Excavations on a colossal scale were conducted at the foot of the southern wall and southwestern corner of the Temple Mount enclosure in Jerusalem from 1968-1978, under the direction of Benjamin Mazar and on behalf of the Institute of Archaeology of the Hebrew University of Jerusalem. In the end, the excavation area reached a total of eight acres.

Southwestern corner of the Temple Mount enclosure, with accumulations atop the Herodian streets, looking northeast.

View of the eastern part of the Temple Mount excavations at the foot of the southern wall of the Temple Mount, looking northeast.

The expedition was witness to the discovery of monumental buildings and an indescribably rich and variegated corpus of archaeological data spanning three millennia of Jerusalem's history. They include fortifications, identified as the Solomonic wall of Jerusalem, and royal buildings of the Israelite city of the First Temple period; the architectural remains of King Herod's great expansion and renovation of the Temple Mount at the end of the Second Temple period; buildings left from the 10th Roman Legion's encampment in the city after the Roman destruction of Jerusalem in 70 CE; dwellings of a residential quarter that flourished in the area as Jerusalem became a Christian pilgrimage center in the Byzantine period; and the magnificent Umayyad palace complex constructed at the beginning of the 8th century C.E. Indeed, the Temple Mount excavations, at the foot of one of the world's most sacred spots-needless to say, a focal point in the economic and political development of ancient Jerusalem-yielded archaeological remains revolutionary in their contribution to our understanding of the history of the city.

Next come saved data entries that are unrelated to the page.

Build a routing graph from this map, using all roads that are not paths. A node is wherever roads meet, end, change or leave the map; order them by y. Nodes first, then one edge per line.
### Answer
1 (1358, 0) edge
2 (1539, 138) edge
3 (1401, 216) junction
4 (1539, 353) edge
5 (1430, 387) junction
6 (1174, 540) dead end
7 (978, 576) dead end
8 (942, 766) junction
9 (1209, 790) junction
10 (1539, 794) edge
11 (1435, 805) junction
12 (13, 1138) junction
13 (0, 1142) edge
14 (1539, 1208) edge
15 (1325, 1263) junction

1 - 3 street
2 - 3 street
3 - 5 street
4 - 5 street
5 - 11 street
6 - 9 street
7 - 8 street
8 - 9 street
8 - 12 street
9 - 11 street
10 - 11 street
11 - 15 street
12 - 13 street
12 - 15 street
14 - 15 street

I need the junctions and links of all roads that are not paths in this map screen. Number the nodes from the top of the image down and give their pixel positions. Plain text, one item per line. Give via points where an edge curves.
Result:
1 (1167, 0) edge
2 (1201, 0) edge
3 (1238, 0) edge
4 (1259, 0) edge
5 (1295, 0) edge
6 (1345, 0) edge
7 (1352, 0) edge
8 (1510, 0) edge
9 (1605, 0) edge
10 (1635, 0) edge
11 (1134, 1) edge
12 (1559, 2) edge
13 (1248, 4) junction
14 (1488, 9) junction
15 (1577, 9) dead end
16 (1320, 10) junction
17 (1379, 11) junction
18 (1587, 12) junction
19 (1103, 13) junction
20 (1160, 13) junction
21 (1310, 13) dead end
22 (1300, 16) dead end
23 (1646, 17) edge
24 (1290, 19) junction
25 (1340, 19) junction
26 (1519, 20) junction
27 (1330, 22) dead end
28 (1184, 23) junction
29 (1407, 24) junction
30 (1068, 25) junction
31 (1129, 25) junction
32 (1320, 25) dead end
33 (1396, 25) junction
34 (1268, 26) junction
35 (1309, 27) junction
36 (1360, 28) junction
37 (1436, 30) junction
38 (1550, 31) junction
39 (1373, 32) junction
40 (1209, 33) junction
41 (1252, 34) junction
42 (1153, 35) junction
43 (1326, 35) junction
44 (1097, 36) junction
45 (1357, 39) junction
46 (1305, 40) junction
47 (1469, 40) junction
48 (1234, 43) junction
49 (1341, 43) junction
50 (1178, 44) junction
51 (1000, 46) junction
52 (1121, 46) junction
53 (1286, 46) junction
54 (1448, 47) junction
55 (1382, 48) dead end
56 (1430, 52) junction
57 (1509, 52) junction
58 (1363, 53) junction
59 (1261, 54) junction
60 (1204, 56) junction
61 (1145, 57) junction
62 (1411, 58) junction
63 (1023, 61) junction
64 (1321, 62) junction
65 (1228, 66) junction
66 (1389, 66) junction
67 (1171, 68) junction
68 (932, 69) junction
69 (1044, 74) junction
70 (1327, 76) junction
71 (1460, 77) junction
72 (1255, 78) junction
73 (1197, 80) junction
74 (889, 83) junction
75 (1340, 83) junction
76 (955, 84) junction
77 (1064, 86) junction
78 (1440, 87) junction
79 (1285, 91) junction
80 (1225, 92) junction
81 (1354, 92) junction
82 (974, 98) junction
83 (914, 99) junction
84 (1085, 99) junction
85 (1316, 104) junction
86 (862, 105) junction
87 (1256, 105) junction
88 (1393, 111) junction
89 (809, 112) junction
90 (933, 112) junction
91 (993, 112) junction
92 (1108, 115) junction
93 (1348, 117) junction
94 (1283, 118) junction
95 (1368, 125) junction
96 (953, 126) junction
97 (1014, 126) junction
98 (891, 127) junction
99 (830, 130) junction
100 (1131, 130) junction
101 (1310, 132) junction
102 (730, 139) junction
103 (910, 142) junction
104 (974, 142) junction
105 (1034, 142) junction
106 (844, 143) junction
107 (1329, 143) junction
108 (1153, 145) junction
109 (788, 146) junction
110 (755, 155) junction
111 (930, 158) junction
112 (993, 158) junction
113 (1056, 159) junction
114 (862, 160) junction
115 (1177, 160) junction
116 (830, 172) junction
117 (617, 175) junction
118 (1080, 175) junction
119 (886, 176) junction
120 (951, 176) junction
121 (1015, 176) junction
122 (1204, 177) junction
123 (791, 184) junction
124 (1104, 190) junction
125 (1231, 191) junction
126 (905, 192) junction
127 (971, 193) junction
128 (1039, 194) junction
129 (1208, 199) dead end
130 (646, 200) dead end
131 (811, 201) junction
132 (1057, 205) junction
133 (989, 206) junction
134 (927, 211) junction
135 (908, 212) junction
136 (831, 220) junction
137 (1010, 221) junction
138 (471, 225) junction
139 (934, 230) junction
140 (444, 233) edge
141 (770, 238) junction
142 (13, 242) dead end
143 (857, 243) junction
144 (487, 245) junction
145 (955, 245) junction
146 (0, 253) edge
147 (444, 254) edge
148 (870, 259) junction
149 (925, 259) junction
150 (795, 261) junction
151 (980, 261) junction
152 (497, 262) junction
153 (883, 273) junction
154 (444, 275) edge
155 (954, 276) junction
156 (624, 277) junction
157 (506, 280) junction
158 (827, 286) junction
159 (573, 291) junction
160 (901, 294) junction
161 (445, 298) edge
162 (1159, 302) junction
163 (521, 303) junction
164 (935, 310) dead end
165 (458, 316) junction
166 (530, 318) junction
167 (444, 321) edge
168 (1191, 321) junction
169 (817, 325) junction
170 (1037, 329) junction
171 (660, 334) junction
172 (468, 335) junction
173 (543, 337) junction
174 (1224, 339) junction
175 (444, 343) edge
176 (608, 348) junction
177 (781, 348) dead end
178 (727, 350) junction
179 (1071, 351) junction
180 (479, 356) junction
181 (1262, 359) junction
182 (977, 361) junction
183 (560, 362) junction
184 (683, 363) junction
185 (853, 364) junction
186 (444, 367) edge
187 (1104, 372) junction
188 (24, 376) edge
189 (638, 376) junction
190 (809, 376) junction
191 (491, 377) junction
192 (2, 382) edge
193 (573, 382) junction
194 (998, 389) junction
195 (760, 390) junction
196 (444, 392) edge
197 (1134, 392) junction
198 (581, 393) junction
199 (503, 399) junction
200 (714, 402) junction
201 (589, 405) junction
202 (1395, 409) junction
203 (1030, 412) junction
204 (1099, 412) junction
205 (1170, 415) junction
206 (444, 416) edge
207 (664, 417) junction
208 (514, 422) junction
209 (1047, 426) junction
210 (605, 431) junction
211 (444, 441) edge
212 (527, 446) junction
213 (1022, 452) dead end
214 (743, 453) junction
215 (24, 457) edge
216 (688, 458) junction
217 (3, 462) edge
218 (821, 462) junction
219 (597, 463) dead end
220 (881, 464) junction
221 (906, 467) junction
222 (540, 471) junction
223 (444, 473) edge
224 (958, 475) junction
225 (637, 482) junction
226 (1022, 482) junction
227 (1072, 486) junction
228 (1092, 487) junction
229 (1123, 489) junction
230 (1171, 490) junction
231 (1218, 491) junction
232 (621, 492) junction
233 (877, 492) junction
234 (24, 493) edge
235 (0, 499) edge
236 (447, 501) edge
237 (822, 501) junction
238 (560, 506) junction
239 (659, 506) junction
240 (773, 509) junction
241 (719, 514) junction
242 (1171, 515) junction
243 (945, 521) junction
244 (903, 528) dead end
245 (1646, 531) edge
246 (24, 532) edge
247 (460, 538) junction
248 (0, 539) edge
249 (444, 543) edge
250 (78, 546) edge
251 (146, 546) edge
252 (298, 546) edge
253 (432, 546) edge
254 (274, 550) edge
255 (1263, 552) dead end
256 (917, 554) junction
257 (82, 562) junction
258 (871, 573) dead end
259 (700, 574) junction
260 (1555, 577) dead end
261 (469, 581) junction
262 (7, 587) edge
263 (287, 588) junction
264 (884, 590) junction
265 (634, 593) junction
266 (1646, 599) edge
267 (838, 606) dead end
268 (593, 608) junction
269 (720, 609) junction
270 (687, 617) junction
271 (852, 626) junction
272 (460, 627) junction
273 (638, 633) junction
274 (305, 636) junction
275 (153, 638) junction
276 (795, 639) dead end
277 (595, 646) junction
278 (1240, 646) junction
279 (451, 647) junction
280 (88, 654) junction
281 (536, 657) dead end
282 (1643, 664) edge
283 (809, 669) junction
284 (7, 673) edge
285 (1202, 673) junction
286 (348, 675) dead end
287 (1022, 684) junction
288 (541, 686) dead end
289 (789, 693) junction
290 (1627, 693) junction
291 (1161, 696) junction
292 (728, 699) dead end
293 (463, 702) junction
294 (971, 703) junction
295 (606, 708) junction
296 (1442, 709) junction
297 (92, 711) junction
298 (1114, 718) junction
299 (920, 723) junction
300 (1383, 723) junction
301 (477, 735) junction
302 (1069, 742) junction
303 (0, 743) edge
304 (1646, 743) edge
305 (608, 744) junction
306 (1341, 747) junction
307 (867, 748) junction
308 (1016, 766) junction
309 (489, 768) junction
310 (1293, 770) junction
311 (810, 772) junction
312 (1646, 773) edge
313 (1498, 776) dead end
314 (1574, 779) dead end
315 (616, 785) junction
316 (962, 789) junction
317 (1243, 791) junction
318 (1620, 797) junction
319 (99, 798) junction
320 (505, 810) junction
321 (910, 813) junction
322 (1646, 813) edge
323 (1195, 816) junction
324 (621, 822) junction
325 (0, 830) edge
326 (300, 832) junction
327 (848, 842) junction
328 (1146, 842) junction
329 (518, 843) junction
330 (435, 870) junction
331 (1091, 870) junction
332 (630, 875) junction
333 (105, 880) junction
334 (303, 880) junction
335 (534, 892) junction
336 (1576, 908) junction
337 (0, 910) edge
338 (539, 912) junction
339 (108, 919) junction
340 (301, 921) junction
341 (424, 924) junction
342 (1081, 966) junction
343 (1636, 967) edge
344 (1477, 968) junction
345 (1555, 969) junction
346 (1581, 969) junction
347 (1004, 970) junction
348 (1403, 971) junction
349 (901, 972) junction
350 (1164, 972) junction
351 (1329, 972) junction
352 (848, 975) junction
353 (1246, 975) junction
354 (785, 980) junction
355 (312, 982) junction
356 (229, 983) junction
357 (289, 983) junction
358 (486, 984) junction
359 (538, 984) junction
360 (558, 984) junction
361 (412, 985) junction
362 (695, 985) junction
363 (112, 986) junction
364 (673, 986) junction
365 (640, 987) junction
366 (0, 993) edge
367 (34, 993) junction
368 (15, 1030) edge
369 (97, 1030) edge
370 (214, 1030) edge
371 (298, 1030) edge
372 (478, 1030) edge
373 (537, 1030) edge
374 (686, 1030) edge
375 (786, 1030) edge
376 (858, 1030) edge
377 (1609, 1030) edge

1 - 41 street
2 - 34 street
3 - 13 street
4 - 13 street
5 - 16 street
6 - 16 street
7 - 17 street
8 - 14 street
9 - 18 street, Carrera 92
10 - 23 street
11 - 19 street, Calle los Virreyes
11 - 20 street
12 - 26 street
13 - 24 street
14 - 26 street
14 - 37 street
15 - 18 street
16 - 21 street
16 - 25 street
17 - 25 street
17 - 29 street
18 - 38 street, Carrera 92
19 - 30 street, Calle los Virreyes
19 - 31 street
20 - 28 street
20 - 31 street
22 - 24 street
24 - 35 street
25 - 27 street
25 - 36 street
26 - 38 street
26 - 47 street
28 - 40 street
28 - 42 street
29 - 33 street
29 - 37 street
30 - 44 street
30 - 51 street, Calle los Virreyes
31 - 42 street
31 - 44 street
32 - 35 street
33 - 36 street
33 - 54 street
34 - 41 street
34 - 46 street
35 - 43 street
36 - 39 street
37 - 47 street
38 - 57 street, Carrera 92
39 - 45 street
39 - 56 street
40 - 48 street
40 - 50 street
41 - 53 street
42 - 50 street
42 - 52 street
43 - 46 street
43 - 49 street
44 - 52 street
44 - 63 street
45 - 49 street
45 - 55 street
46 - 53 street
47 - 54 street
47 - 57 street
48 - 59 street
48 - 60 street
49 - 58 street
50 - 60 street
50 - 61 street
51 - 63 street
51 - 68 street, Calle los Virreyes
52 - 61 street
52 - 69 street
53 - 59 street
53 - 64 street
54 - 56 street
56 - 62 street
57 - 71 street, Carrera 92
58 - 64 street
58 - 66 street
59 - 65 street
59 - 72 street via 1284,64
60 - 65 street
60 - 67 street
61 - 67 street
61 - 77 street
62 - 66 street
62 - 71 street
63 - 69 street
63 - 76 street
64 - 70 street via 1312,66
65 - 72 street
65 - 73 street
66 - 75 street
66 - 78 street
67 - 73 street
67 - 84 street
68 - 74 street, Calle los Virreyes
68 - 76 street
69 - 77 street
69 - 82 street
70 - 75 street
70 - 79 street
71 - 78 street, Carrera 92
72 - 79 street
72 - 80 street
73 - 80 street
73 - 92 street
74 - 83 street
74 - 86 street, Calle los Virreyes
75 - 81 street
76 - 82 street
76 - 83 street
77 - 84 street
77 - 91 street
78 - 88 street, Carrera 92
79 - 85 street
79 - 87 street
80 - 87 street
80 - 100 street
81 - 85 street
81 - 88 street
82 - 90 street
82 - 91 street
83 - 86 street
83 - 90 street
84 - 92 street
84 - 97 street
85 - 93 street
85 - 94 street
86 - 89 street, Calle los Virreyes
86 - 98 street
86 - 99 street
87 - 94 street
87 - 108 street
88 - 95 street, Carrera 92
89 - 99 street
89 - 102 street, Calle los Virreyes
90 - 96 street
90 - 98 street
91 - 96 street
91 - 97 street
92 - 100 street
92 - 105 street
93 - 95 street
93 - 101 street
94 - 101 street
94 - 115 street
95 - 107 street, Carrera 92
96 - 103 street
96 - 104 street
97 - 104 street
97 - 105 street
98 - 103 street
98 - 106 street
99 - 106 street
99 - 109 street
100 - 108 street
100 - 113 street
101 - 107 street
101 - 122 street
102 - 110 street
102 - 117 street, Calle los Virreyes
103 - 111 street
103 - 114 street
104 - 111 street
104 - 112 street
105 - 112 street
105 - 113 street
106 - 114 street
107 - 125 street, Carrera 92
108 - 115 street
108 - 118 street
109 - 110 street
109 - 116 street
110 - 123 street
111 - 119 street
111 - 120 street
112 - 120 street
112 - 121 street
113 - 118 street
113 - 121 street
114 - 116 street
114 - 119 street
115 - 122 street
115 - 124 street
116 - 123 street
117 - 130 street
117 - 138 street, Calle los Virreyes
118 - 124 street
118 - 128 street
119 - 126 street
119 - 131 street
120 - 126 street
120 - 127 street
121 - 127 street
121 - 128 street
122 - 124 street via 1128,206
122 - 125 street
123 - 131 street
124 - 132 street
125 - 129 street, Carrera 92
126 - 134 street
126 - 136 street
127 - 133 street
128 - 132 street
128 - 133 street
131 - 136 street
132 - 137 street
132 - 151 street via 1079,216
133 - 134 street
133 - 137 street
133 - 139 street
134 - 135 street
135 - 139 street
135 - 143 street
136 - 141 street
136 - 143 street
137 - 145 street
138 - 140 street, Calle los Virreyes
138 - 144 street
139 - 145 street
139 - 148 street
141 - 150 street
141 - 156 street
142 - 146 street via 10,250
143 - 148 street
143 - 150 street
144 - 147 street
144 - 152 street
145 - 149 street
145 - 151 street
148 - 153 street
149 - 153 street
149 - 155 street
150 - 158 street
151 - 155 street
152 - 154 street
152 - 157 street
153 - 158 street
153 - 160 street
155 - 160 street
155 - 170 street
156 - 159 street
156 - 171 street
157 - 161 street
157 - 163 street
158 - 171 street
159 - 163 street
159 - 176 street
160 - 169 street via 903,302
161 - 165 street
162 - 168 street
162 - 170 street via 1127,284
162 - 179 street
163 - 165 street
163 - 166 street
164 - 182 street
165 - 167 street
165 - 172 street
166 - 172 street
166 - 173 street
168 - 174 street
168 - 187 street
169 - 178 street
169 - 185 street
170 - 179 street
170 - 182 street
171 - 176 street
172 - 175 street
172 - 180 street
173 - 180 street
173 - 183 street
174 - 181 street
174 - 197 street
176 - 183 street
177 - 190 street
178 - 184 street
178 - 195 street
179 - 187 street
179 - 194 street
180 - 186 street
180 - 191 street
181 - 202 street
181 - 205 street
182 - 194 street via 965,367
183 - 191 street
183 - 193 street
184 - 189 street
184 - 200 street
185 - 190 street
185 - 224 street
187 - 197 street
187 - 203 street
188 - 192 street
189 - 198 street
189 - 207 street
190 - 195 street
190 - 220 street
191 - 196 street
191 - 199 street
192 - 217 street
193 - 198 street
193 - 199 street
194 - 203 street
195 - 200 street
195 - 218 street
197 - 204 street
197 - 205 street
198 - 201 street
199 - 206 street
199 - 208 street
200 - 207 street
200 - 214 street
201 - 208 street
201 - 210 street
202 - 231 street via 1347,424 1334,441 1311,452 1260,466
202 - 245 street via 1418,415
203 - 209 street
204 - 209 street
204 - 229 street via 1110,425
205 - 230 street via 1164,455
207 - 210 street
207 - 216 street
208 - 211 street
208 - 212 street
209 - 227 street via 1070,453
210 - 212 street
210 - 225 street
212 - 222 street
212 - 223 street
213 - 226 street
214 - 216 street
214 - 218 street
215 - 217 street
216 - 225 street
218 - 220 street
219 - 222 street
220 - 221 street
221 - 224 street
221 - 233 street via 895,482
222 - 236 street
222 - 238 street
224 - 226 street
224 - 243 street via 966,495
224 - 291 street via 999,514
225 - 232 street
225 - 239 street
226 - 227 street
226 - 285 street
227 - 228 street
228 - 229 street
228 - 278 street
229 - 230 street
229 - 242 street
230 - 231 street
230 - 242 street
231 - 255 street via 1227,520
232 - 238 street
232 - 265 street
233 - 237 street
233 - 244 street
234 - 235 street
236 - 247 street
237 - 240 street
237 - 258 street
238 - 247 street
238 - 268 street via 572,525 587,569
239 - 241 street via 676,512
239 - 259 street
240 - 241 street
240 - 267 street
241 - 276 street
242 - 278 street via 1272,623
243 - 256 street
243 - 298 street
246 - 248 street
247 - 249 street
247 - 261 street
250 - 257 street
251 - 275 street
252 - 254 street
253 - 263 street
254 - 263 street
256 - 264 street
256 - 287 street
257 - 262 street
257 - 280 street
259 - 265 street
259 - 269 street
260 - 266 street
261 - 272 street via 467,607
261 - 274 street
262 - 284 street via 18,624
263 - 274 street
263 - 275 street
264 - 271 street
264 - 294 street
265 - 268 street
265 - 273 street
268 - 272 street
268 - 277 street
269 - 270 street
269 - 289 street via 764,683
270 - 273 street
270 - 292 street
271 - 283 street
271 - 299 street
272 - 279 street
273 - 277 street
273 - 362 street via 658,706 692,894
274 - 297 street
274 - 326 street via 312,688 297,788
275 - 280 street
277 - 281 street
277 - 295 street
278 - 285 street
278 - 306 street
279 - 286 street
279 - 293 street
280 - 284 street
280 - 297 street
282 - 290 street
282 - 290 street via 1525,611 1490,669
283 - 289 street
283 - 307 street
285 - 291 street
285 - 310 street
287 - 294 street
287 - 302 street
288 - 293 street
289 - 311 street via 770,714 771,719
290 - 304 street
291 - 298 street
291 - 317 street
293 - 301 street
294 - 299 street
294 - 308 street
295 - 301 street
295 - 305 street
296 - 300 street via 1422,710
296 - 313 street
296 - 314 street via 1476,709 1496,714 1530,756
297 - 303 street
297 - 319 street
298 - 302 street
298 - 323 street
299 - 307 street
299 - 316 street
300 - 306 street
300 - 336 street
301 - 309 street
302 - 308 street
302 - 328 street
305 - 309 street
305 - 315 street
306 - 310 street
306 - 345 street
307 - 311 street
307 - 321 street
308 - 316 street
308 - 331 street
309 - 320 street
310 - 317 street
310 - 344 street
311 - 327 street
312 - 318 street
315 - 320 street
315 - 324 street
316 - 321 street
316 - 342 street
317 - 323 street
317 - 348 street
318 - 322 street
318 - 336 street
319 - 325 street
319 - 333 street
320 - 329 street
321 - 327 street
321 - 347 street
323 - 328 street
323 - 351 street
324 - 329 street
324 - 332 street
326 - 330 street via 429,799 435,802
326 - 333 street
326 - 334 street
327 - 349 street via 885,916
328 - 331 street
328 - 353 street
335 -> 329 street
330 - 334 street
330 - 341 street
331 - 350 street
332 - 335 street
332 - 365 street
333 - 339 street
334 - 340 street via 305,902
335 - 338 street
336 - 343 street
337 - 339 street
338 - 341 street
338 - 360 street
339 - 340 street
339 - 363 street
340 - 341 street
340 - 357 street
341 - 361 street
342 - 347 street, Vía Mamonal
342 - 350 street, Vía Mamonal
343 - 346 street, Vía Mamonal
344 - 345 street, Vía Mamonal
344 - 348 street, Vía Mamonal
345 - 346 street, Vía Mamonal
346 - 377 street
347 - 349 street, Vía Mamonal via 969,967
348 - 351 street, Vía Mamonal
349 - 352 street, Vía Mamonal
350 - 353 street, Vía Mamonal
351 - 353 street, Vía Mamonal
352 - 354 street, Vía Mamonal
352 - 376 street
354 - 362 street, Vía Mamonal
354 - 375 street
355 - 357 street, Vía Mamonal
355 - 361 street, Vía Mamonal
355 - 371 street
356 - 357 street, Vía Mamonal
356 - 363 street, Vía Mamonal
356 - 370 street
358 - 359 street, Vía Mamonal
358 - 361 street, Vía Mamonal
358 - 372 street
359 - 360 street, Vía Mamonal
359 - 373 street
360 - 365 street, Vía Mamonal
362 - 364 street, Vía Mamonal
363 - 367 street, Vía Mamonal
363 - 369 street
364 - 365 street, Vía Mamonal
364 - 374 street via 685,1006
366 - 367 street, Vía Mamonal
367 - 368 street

The documentation, processing, and study of the wealth of finds unearthed in these excavations has been an ongoing project since the conclusion of work in the field. They have and will continue to be published in Qedem, the Monographs of the Institute of Archaeology at the Hebrew University of Jerusalem. The first final report, dealing with the Iron Age findings from the excavations, was published in a volume written by Benjamin Mazar and Eilat Mazar in 1989. After the death of Benjamin Mazar in 1995, the publication project continued under the directorship of Eilat Mazar. The second report, published in 2003, is the first of two volumes (the second has been submitted for publication) that present remains of Byzantine period structures at the site. The fourth volume, also awaiting publication, will focus on the post-70 CE Roman period; and the fifth, in preparation, will discuss the Herodian period findings from the excavations. The ongoing preparation of these volumes has harnessed the efforts and expertise of many scholars of various fields of archaeology, and has been assisted by graduate and undergraduate students. Research necessary for the preparation of the final reports has also brought about new innovations in the research of Jerusalem.

Benjamin Mazar gives David Ben-Gurion (to his right) and Teddy Kollek (to his left) a tour during the excavations.

The remains of the Herodian street along the Western Wall, near Robinson's Arch. Lying directly on the street is the stone rubble from the Temple Mount enclosure walls, razed by the Romans in 70 CE.